We now have new drugs, such as protease inhibitors, that are able to stop HIV growth in cells. Three-drug regimens can keep the immune systems of recently infected asymptomatic patients relatively intact. If this success can be sustained, AIDS will begin to be viewed as a chronic illness, not an imminent death sentence.
If early therapy is important, so is identifying people who are HIV-positive. This weakens the case against routine mandatory testing. If we can save lives by mandatory testing, we have a moral imperative to do so.
A good place to start would be prehospital admissions. Mandatory blood tests are already required.
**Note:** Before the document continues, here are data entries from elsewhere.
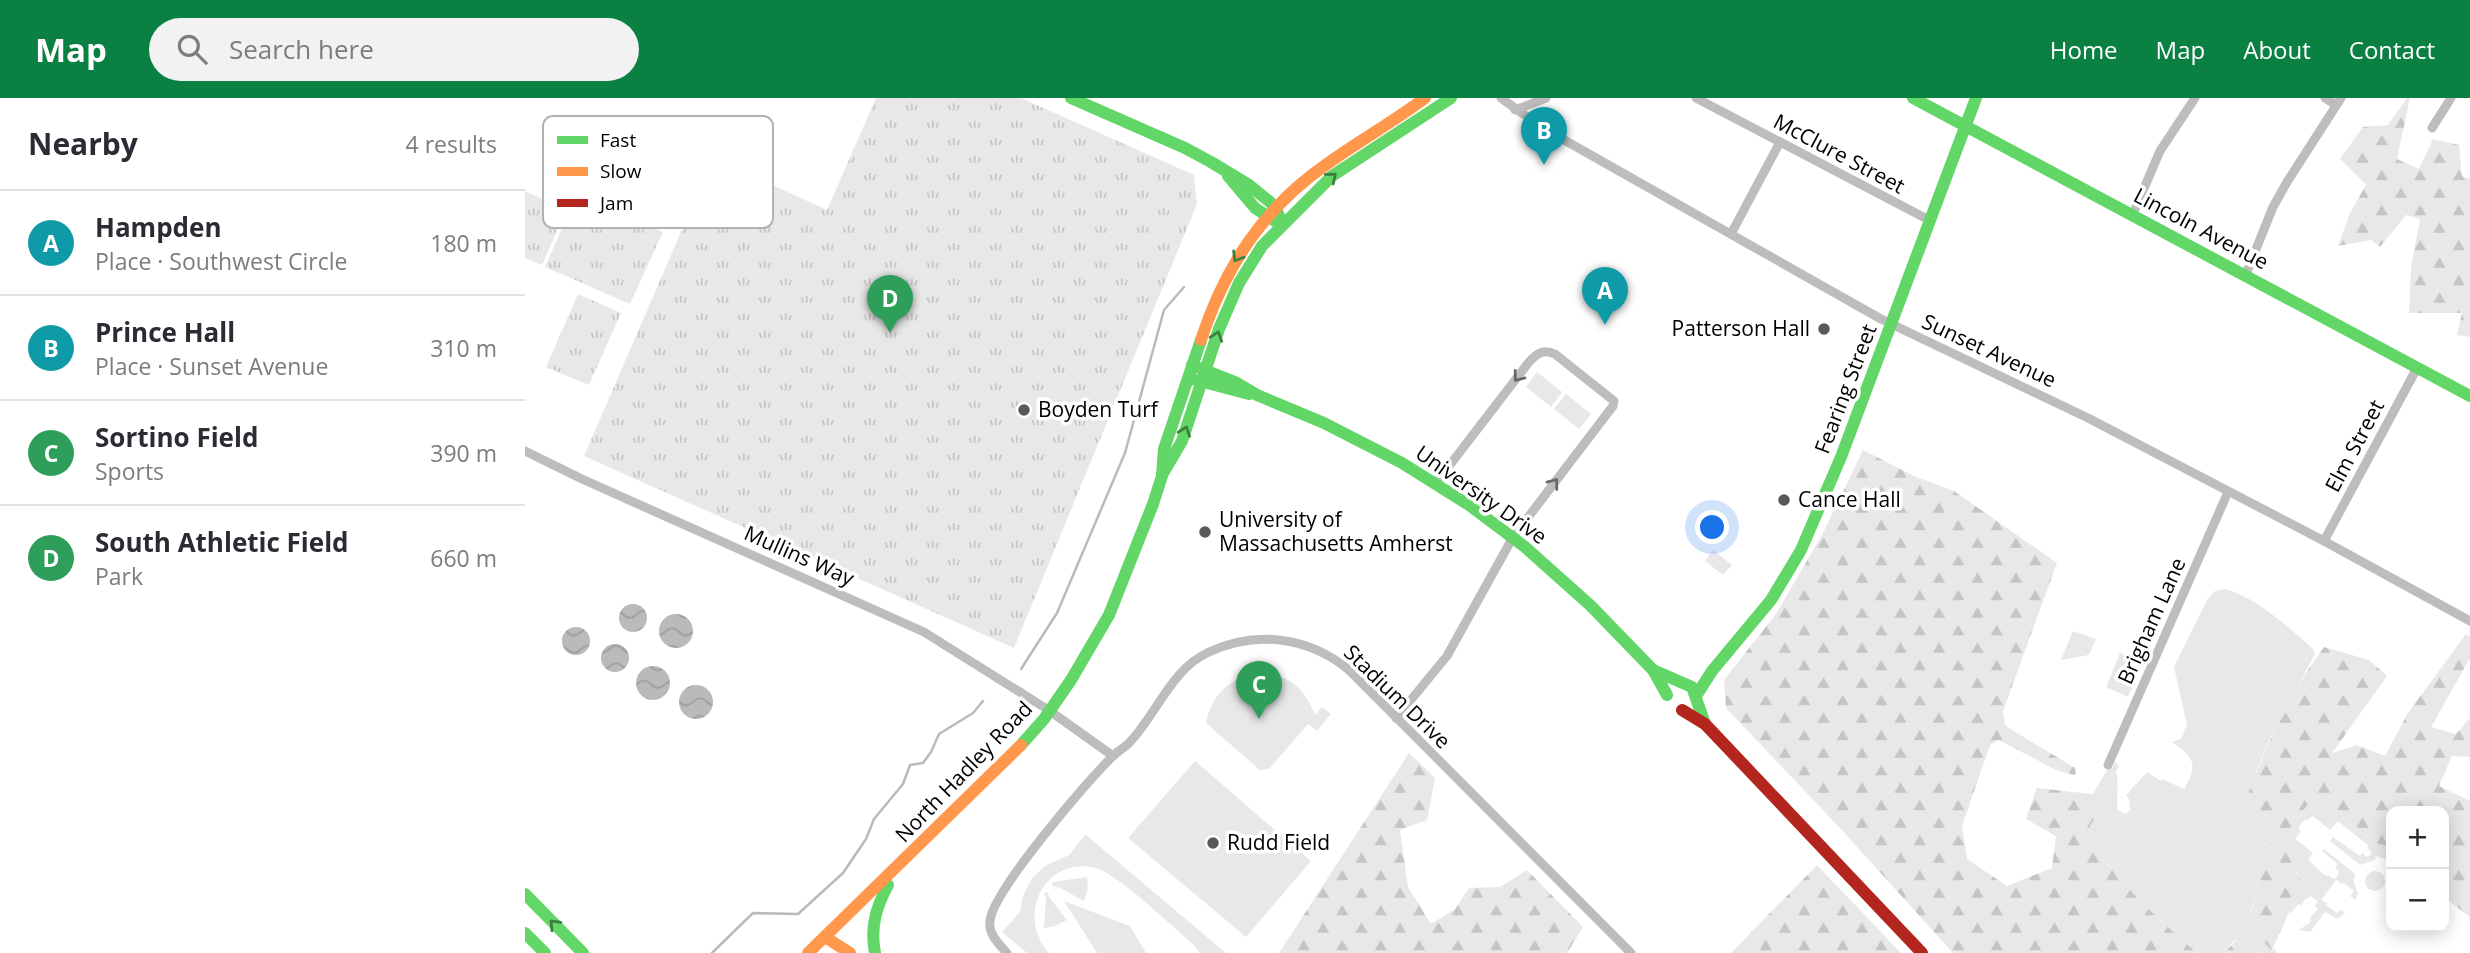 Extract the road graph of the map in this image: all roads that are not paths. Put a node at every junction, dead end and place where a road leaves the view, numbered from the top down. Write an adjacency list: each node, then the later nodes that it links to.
1 (1072, 98): 17 (main road)
2 (1425, 98): 18 (main road)
3 (1451, 98): 22 (main road, one-way to 3)
4 (1501, 98): 13 (street, Sunset Avenue)
5 (1546, 98): 13 (street)
6 (1696, 98): 16 (street, McClure Street)
7 (1913, 98): 14 (main road, Lincoln Avenue)
8 (1976, 98): 14 (main road, Fearing Street)
9 (2195, 98): 19 (street)
10 (2325, 98): 12 (street)
11 (2451, 98): 15 (street)
12 (2339, 101): 24 (street)
13 (1515, 110): 23 (street, Sunset Avenue)
14 (1966, 125): 19 (main road, Lincoln Avenue); 21 (main road, Fearing Street)
15 (2432, 128)
16 (1780, 142): 21 (street, McClure Street); 23 (street)
17 (1226, 173): 18 (main road); 20 (main road)
18 (1275, 207): 20 (main road); 22 (main road)
19 (2133, 214): 24 (main road, Lincoln Avenue)
20 (1266, 218): 22 (main road); 28 (main road, one-way to 28)
21 (1929, 220): 25 (main road, Fearing Street)
22 (1282, 223): 27 (main road, one-way to 22)
23 (1731, 234): 25 (street, Sunset Avenue)
24 (2246, 275): 26 (main road, Lincoln Avenue)
25 (1891, 324): 35 (street, Sunset Avenue); 40 (main road, Fearing Street)
26 (2417, 368): 31 (main road, Lincoln Avenue); 37 (street, Elm Street)
27 (1206, 370): 28 (main road, University Drive); 29 (main road); 30 (main road, University Drive)
28 (1190, 371): 29 (main road, University Drive); 33 (main road)
29 (1202, 383): 30 (main road, University Drive); 33 (main road, one-way to 29)
30 (1257, 395): 34 (main road, University Drive)
31 (2470, 396)
32 (525, 451): 45 (street, Mullins Way)
33 (1162, 476): 45 (main road, North Hadley Road)
34 (1436, 484): 36 (main road, University Drive); 36 (street, one-way to 34)
35 (2228, 492): 37 (street, Sunset Avenue); 49 (street, Brigham Lane)
36 (1513, 537): 39 (main road, University Drive); 46 (street)
37 (2324, 541): 38 (street, Sunset Avenue)
38 (2470, 621)
39 (1653, 670): 41 (main road, University Drive); 42 (main road, University Drive)
40 (1712, 671): 41 (main road, Fearing Street); 43 (main road, Fearing Street)
41 (1682, 682): 42 (main road); 43 (main road, University Drive)
42 (1667, 695): 44 (main road, University Drive)
43 (1695, 697): 44 (main road); 47 (main road, University Drive)
44 (1682, 710): 47 (main road, University Drive)
45 (1050, 711): 48 (street); 50 (main road, North Hadley Road)
46 (1396, 718): 48 (street, Stadium Drive); 61 (street, Stadium Drive)
47 (1705, 724): 62 (main road, University Drive)
48 (1113, 756): 60 (street, Stadium Drive)
49 (2108, 765)
50 (896, 870): 53 (main road, North Hadley Road); 59 (main road)
51 (525, 894): 55 (main road, one-way to 51)
52 (525, 933): 54 (main road)
53 (825, 937): 56 (main road, North Hadley Road); 57 (main road); 58 (main road)
54 (545, 953)
55 (583, 953)
56 (808, 953)
57 (830, 953)
58 (850, 953)
59 (875, 953)
60 (1007, 953)
61 (1631, 953)
62 (1922, 953) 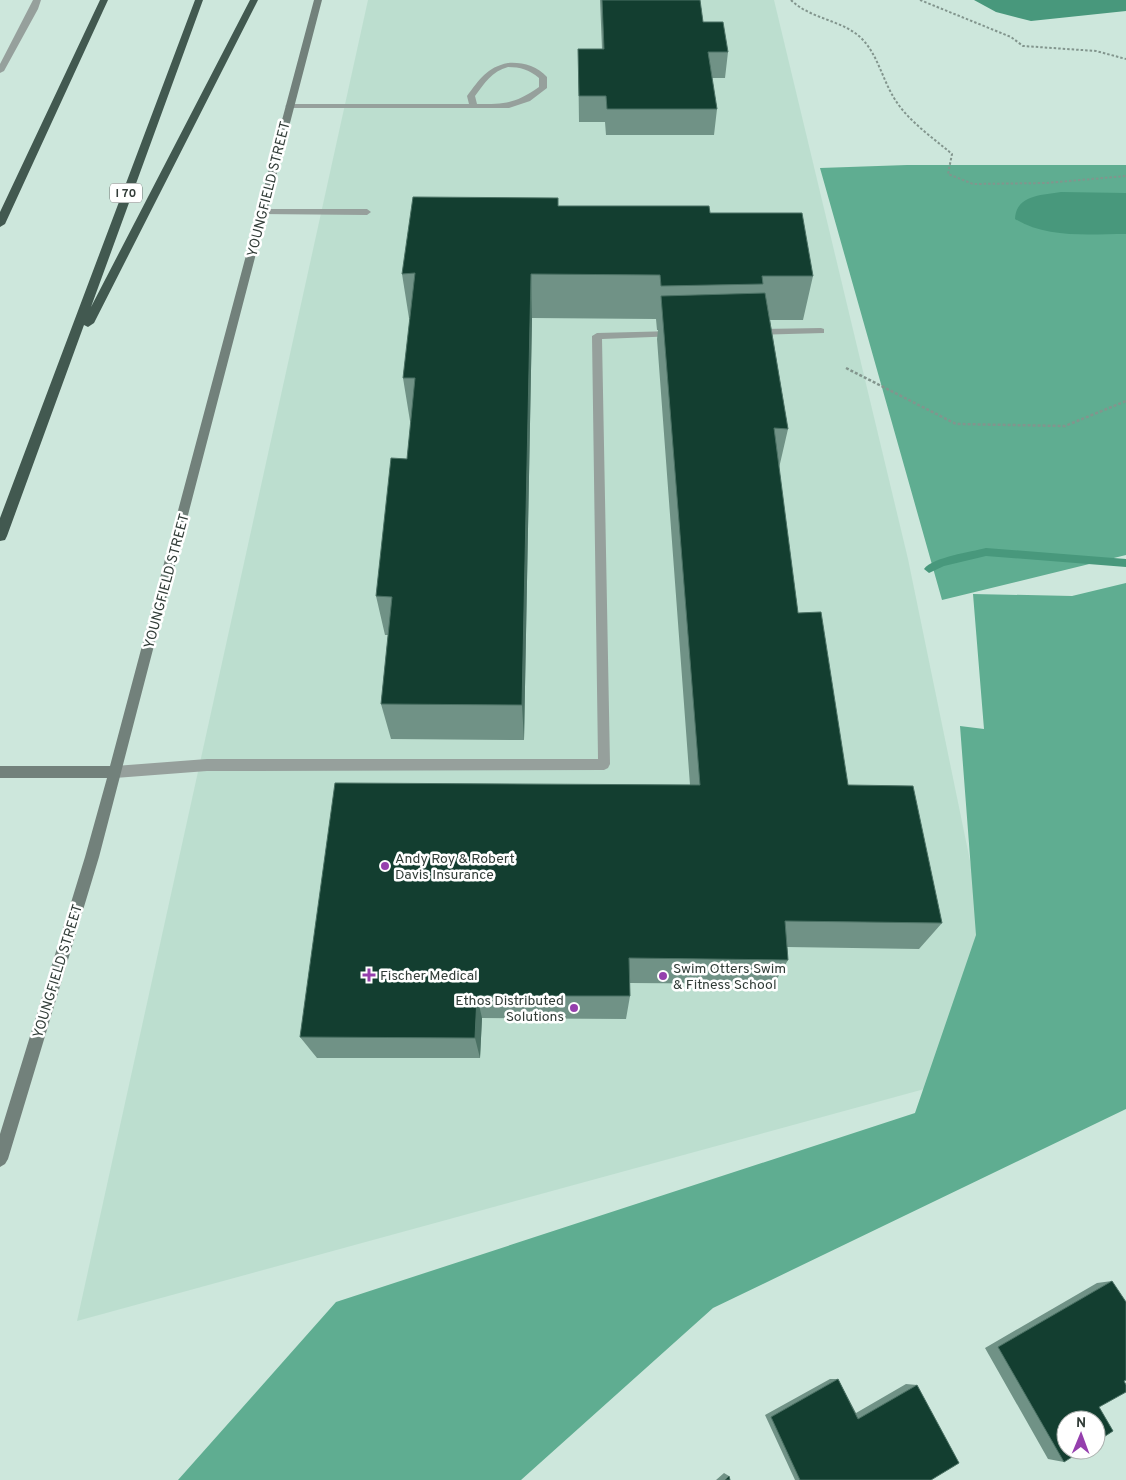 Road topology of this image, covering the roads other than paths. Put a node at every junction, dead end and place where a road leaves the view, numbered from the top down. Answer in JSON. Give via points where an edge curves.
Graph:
{"nodes":[{"id":1,"x":37,"y":0,"type":"edge"},
{"id":2,"x":104,"y":0,"type":"edge"},
{"id":3,"x":199,"y":0,"type":"edge"},
{"id":4,"x":254,"y":0,"type":"edge"},
{"id":5,"x":318,"y":0,"type":"edge"},
{"id":6,"x":0,"y":71,"type":"edge"},
{"id":7,"x":473,"y":104,"type":"junction"},
{"id":8,"x":289,"y":106,"type":"junction"},
{"id":9,"x":262,"y":212,"type":"junction"},
{"id":10,"x":367,"y":212,"type":"dead end"},
{"id":11,"x":0,"y":224,"type":"edge"},
{"id":12,"x":821,"y":331,"type":"dead end"},
{"id":13,"x":743,"y":333,"type":"edge"},
{"id":14,"x":685,"y":334,"type":"edge"},
{"id":15,"x":56,"y":387,"type":"junction"},
{"id":16,"x":0,"y":536,"type":"edge"},
{"id":17,"x":0,"y":772,"type":"edge"},
{"id":18,"x":115,"y":772,"type":"junction"},
{"id":19,"x":0,"y":1159,"type":"edge"}],
"edges":[{"from":1,"to":6,"type":"lane"},
{"from":2,"to":11,"type":"highway"},
{"from":3,"to":15,"type":"highway","number":"I 70"},
{"from":4,"to":15,"type":"highway"},
{"from":5,"to":8,"type":"main road","name":"YOUNGFIELD STREET"},
{"from":7,"to":7,"type":"lane","via":[[509,106],[527,99],[543,88],[543,76],[529,66],[495,69],[471,96]]},
{"from":7,"to":8,"type":"lane"},
{"from":8,"to":9,"type":"main road","name":"YOUNGFIELD STREET"},
{"from":9,"to":10,"type":"lane"},
{"from":9,"to":18,"type":"main road","name":"YOUNGFIELD STREET"},
{"from":12,"to":13,"type":"lane"},
{"from":14,"to":18,"type":"lane","via":[[597,336],[604,764],[207,765]]},
{"from":15,"to":16,"type":"highway","number":"I 70"},
{"from":17,"to":18,"type":"main road"},
{"from":18,"to":19,"type":"main road","name":"YOUNGFIELD STREET"}]} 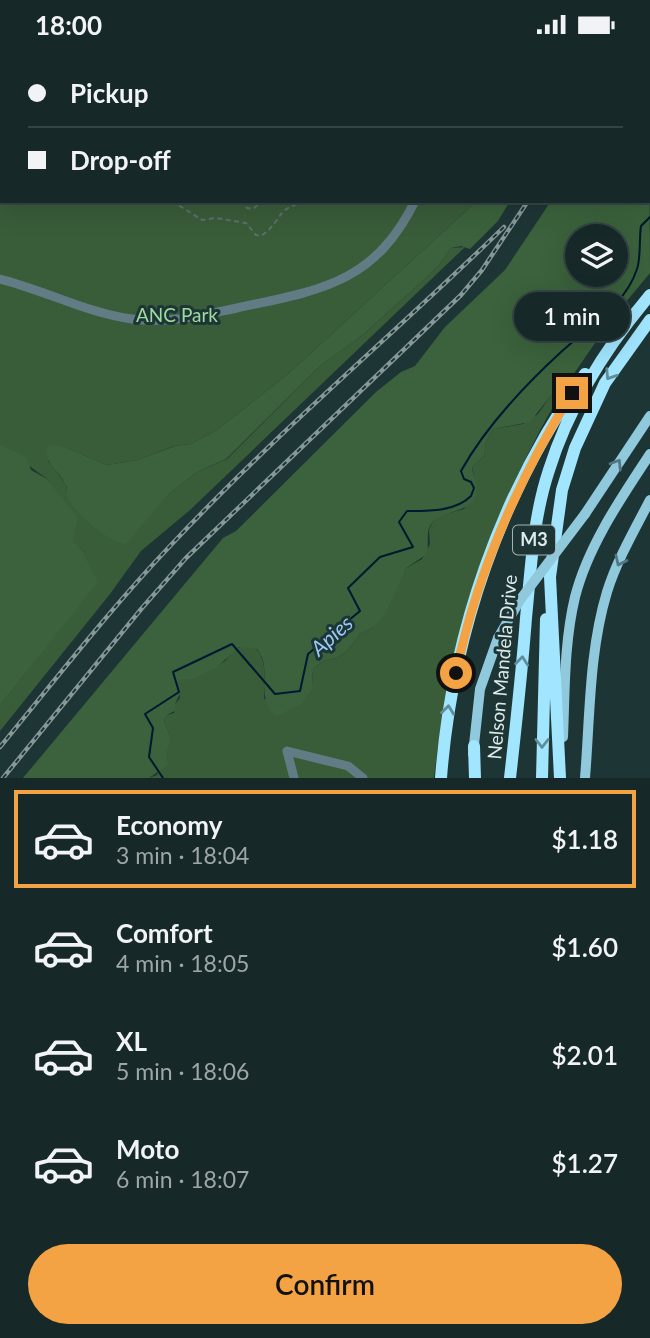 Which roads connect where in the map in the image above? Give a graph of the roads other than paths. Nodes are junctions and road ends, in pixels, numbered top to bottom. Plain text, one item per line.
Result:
1 (414, 203) edge
2 (0, 279) edge
3 (650, 295) edge
4 (650, 320) edge
5 (627, 322) junction
6 (650, 416) edge
7 (650, 454) edge
8 (650, 500) edge
9 (550, 577) junction
10 (474, 746) junction
11 (294, 778) edge
12 (363, 778) edge
13 (441, 778) edge
14 (469, 778) edge
15 (475, 778) edge
16 (510, 778) edge
17 (542, 778) edge
18 (561, 778) edge
19 (585, 778) edge

1 - 2 lane
3 - 5 highway, Nelson Mandela Drive / M3
4 -> 9 highway, Nelson Mandela Drive / M3
13 -> 5 highway
16 -> 5 highway, Nelson Mandela Drive / M3
10 -> 6 main road, bridge
7 - 18 main road
8 -> 19 main road
9 -> 17 highway
9 - 18 highway, Nelson Mandela Drive / M3
10 - 14 main road
10 - 15 highway
11 - 12 lane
Adding HIV testing would not be hard.
Those who are positive would be put on a drug regimen to reduce the further spread of the virus; spouses or significant others would be alerted to the need to get tested; if the patient is pregnant, both mother and child could get treated; and universal precautions would be more carefully adhered to.
When we find a medicine, or combination of medicines, that can kill HIV, then the civil rights and AIDS activists-as well as politicians-who have opposed testing will have a moral duty to advocate screening all Americans in a quick and cost-efficient manner.
We are not at this point yet. However, there is enough evidence to suggest that it is a greater possibility than it was just a few years ago. We must begin thinking now about changing our views toward mandatory testing.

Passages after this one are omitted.